There are two main types of condominiums: freehold and leasehold.
Freehold condominium corporations
Freehold condominiums fall into one of three categories:
1. STANDARD CONDOMINIUM CORPORATIONS
When you buy a condominium, you are likely buying a unit in a standard condominium corporation. This could be a building that is divided into condo units, row-townhouses or stand-alone townhouses.
Your money buys you:
- ownership of your unit; and
- an interest in the property’s common elements and assets (such as hallways, elevators, etc.). You cannot separate this interest from ownership of your unit.
Before a builder can transfer title of a unit to a purchaser, the condominium must be registered. If you move into a unit before the condominium is registered, you will likely have to pay “occupancy rent” until the condominium is registered and you get title to your unit.
2. COMMON ELEMENTS CONDOMINIUM CORPORATIONS
This type of condominium corporation has no units and only has common elements such as a road, a golf course, or a ski hill. Owners enjoy the common elements and jointly fund their maintenance and repair through the payment of the common expenses.
As there are no units in a common elements condominium corporation, your common interest is attached to the parcel of land that you own. By owning a parcel of land which is tied to the common elements condominium corporation, you are also considered an owner in the applicable condominium corporation. The parcel of land that you own:
- Is considered a parcel of tied land (POTL).
- Is permanently attached to your common interest in the common elements condominium corporation.
- Cannot be included in the land described in the common elements condominium corporation’s description.
- Must be situated within the boundaries of the land titles and registry divisons of the land registry office where the developer registered the corporation’s description.
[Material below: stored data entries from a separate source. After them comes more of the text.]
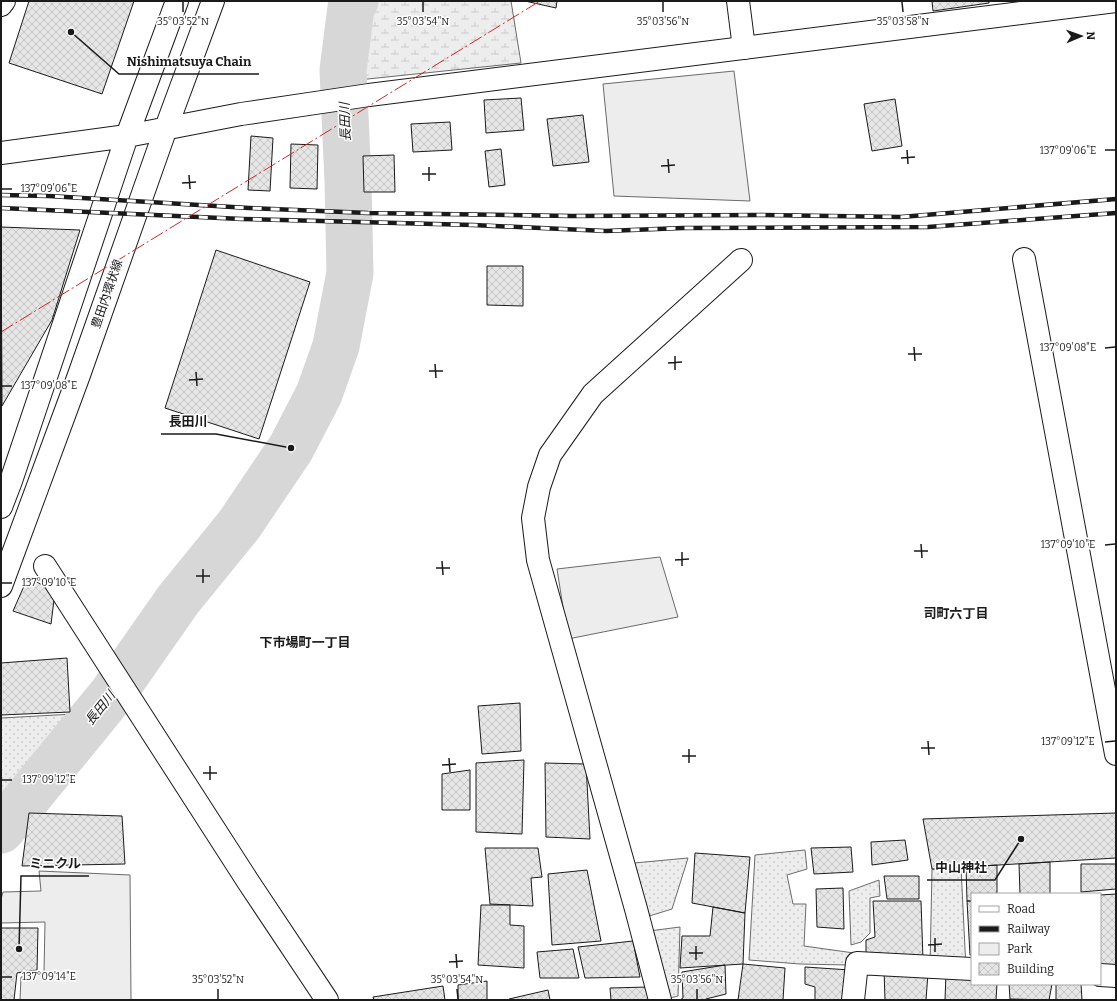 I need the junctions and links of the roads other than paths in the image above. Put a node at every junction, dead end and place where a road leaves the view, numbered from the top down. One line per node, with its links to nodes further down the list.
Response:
1 (4, 1): 6 (street)
2 (177, 1): 9 (street)
3 (213, 1): 8 (street, 豊田内環状線)
4 (738, 1): 7 (street)
5 (1116, 1): 7 (street)
6 (1, 5)
7 (744, 48): 8 (street)
8 (166, 128): 9 (street); 15 (street, 豊田内環状線)
9 (127, 136): 10 (street); 13 (street)
10 (1, 153)
11 (1024, 259): 16 (street)
12 (741, 260): 21 (street)
13 (1, 507)
14 (45, 566): 20 (street)
15 (1, 586)
16 (1116, 754)
17 (971, 969): 22 (street)
18 (1101, 975): 19 (street)
19 (1116, 976)
20 (327, 1000)
21 (660, 1000)
22 (853, 1000)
This type of condominium corporation is often used by owners of existing properties who want to establish and share the use of and responsibility for a specific property.
3. VACANT LAND CONDOMINIUM CORPORATIONS
In this type of corporation:
- Buildings do not need to be constructed before the condominium corporation is registered.
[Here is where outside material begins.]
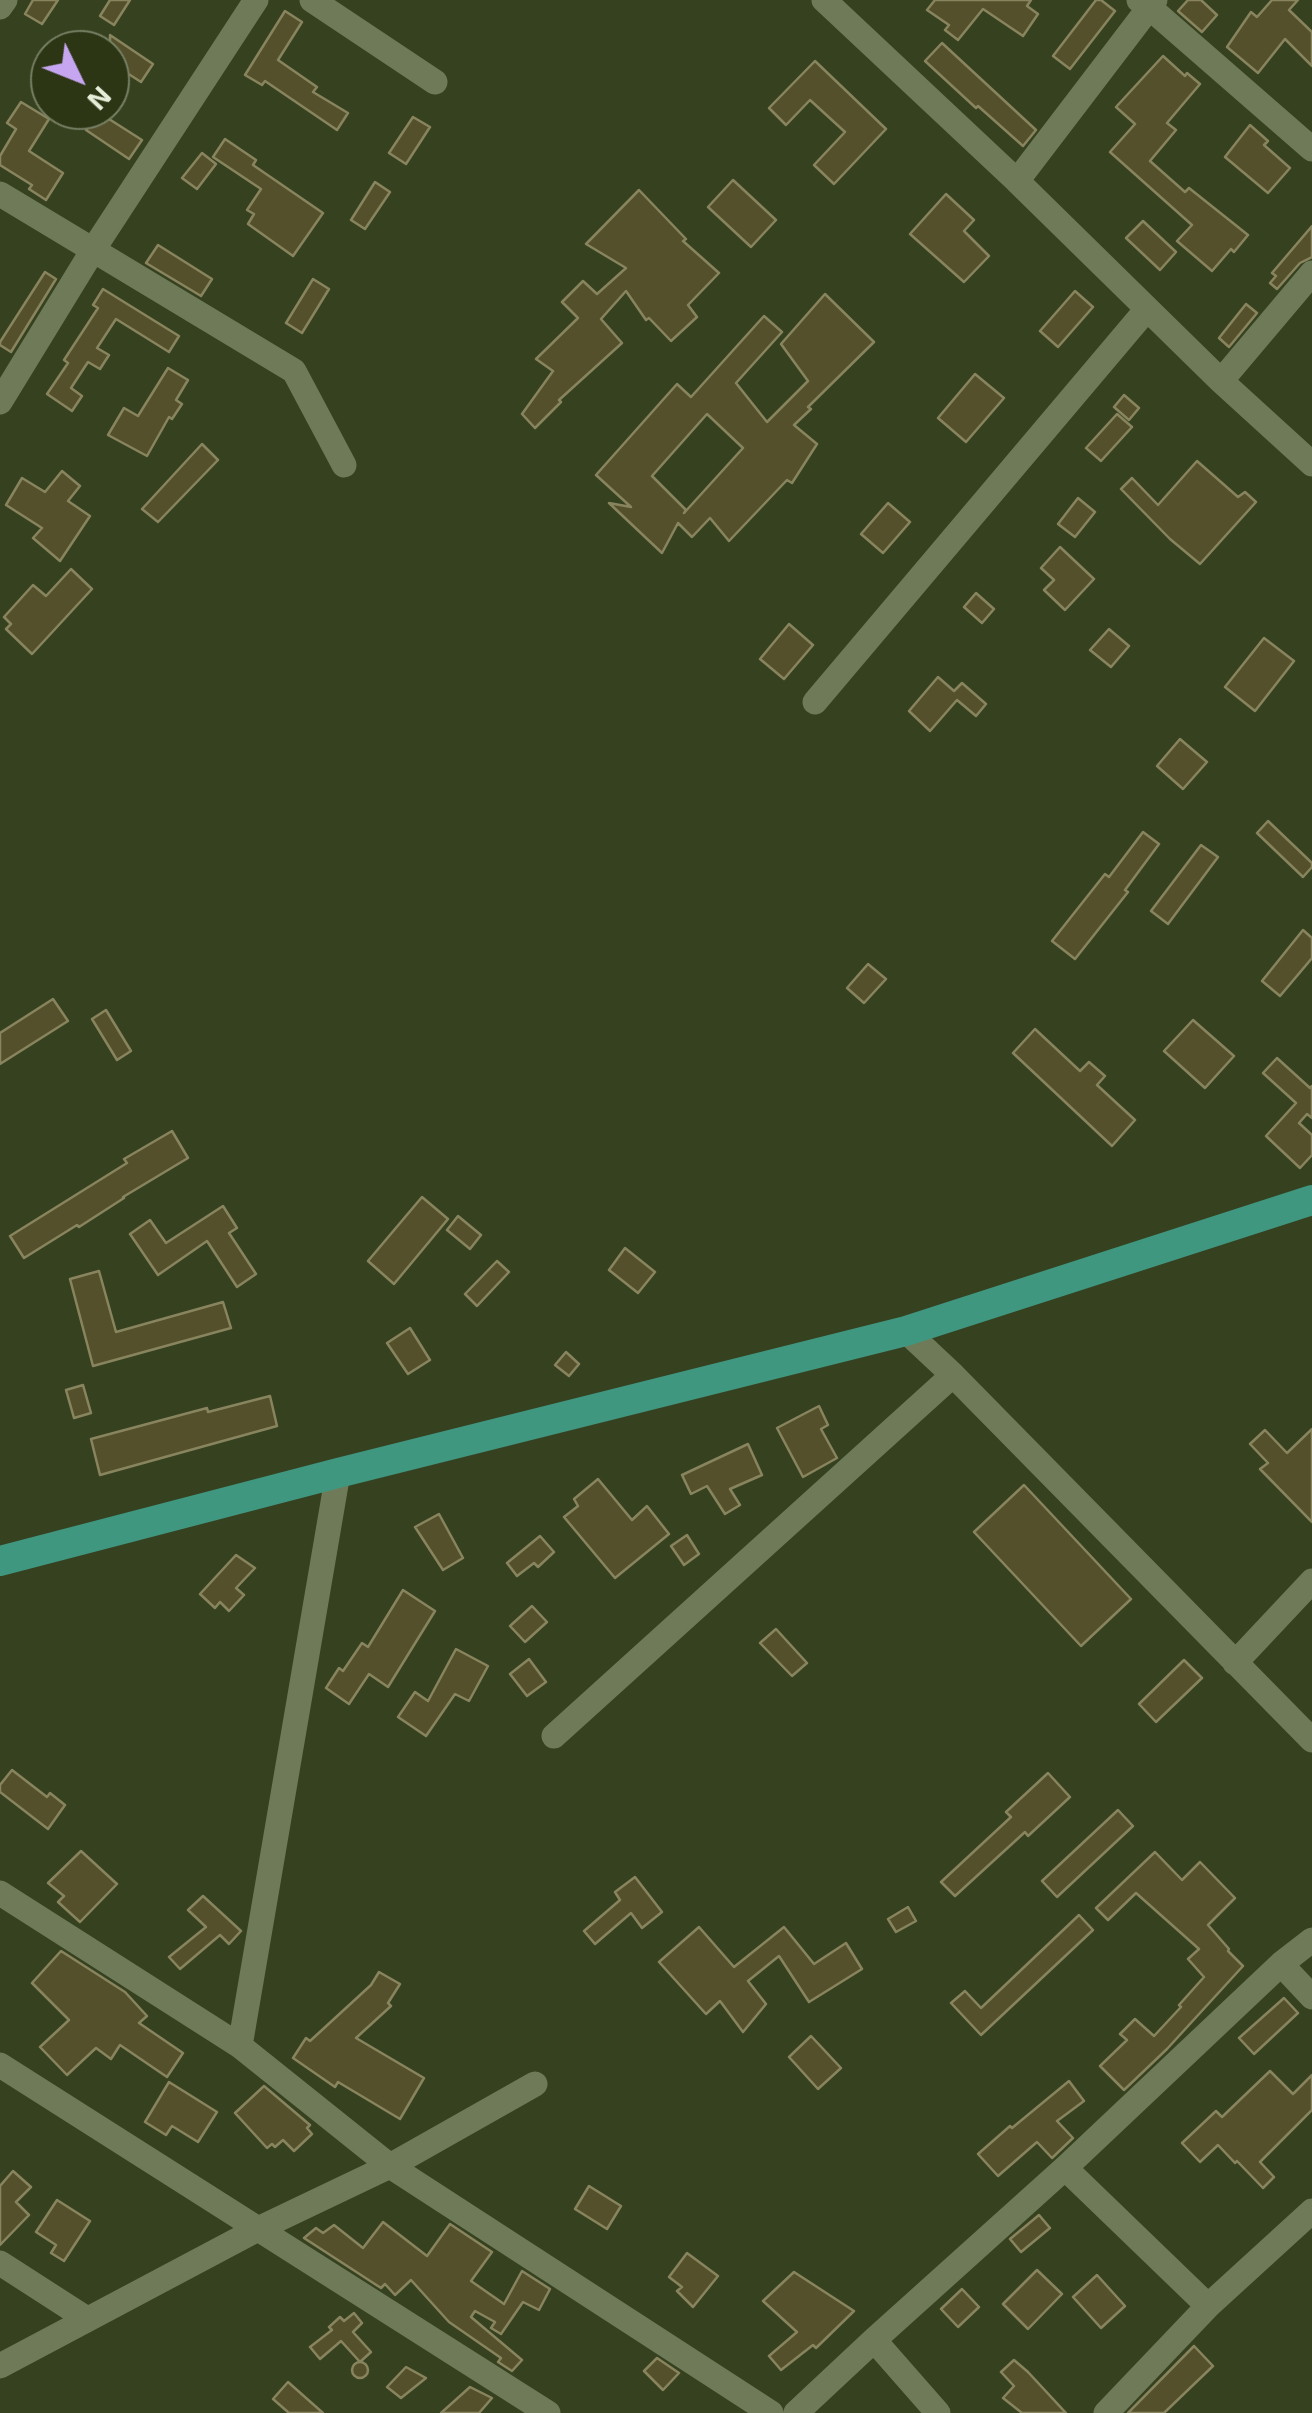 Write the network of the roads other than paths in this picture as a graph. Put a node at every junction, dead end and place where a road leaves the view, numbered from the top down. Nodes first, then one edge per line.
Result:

- Structures can be built after the declarant registers the condominium.
- Several types of structures can be accommodated in a single development.
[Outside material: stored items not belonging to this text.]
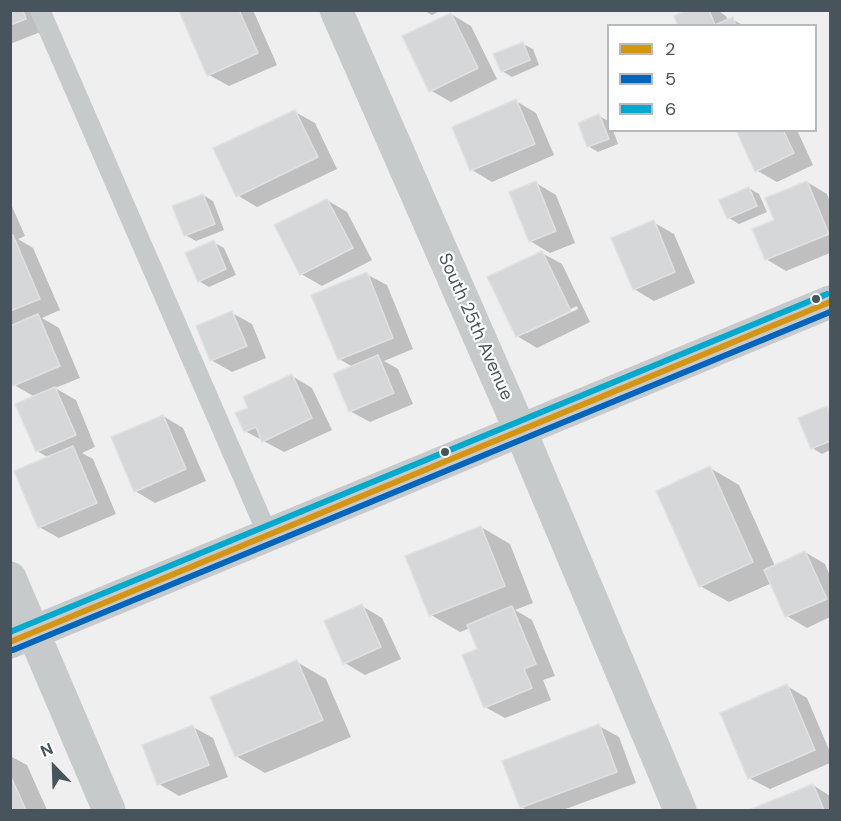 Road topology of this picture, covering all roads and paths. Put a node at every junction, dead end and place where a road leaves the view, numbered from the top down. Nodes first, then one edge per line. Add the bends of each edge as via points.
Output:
1 (40, 10) edge
2 (336, 10) edge
3 (831, 302) edge
4 (520, 430) junction
5 (268, 535) junction
6 (10, 578) edge
7 (22, 637) edge
8 (109, 810) edge
9 (680, 810) edge

1 - 5 lane
2 - 4 street, South 25th Avenue
3 - 4 main road
4 - 5 main road
4 - 9 street, South 25th Avenue
5 - 7 main road
6 - 7 street
7 - 8 street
It’s important to read the condo’s declaration, which may restrict development size, construction or design standards and maintenance requirements.
Leasehold condominium corporations
In a leasehold condominium, the land is not owned by the condominium corporation. Lease purchasers buy a leasehold interest in units and common elements, but do not own the land. The Condominium Act treats leasehold condominiums much like freehold condominiums. Key differences include the following:
- A common expenses fee that includes a portion of the rent payable to the land owner.
- Once the ground lease expires, the owner’s right to occupy the unit is automatically terminated
The cost of the land isn’t included in the price of the condominium, but a portion of the rent payable to the landowner is included in the common expenses fee. The lease term must be between 40 and 99 years, so you will enjoy many of the advantages of owning a freehold condominium. You can sell, transfer, mortgage and take other actions with your unit without asking the landowner for permission. However, the sale price you can ask for your unit may be affected by the time remaining on the land lease. Once the ground lease expires, the owner’s right to occupy the unit is automatically terminated.